愛華はまたコンクールに向けた練習を本格的に進めていった。
愛華はここ数か月で、少し強くなったのではないかと自負している。
椿に頼りきりだった昔の自分とは違う。
失恋の痛みも、友人を失った悲しみも。きっと愛華の演奏の引き出しになってくれるだろう。
無駄な経験なんて一つもない。
そう、愛華は思えるようになってきた。
時間が経っても、失恋の痛みはなかなか消えてくれない。それはまだ、愛華が椿のことを好きだから。
けれど愛華の心は、前を向いていた。
椿にこの気持ちを伝えることはないだろう。
椿は美音のことが好きなのだから、愛華が気持ちを伝えたところで、結局断られるのが関の山だ。結末は分かり切っている。
いっそ気持ちを伝えてしまって、踏ん切りをつけようかとも考えたが、椿にとっては迷惑になるだけだろう。
そう考えると、この気持ちは言葉にはせず、愛華の胸にしまっておくしかない。
愛華は椿への想いを無理に消そうとはせず、ただ時に身を委ねることにした。
好きの気持ちは消そうと思ってもそう簡単に消せるものではない。ならば思い続けてもいいのではないだろうか。彼の迷惑にならないよう、ひっそりと。
そうしているうちにもしかしたら、気持ちの整理もつくのかもしれない。
愛華はそう結論付けた。
(決して叶うことのない、片想いに戻るだけ…)
放課後はいつものように音楽室でピアノの練習をする。
高校に入学してからずっと変わらない放課後の使い方だ。愛華にとって一日の中で一番安らげる時間であり、心地良い時間だ。

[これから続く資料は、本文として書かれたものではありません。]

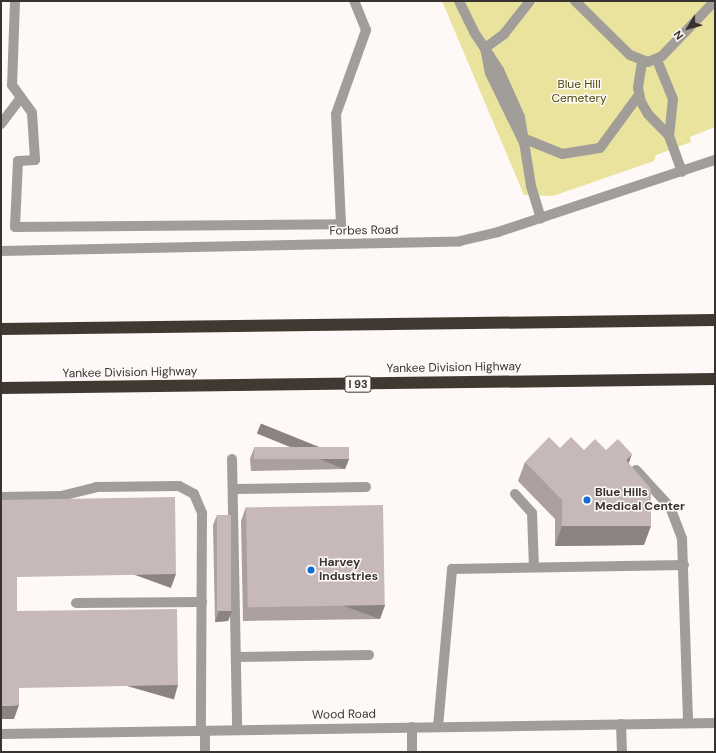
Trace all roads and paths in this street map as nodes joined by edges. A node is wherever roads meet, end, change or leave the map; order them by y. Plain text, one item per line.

愛華はいつもように音楽室のベランダに出て、グラウンドを見渡す。
そこには変わらず椿がいて、一生懸命に部活動に打ち込んでいる。何本も走ってタイムを測定している。彼はずっと前を向いて走り続けている。
そんな姿に愛華は心奪われたのだ。
自分も彼のように目標に真剣に向き合いたい。彼に負けないようにピアノを頑張りたい。
そしていつか、愛華と彼の世界が交わったら。
その時は、彼に胸を張れる自分でいたい。
そんな風に思っていた。
その想いは、彼に恋し、失恋してしまった今も変わらない。
愛華はピアノを弾き続ける。
彼に恥じない自分でいるために。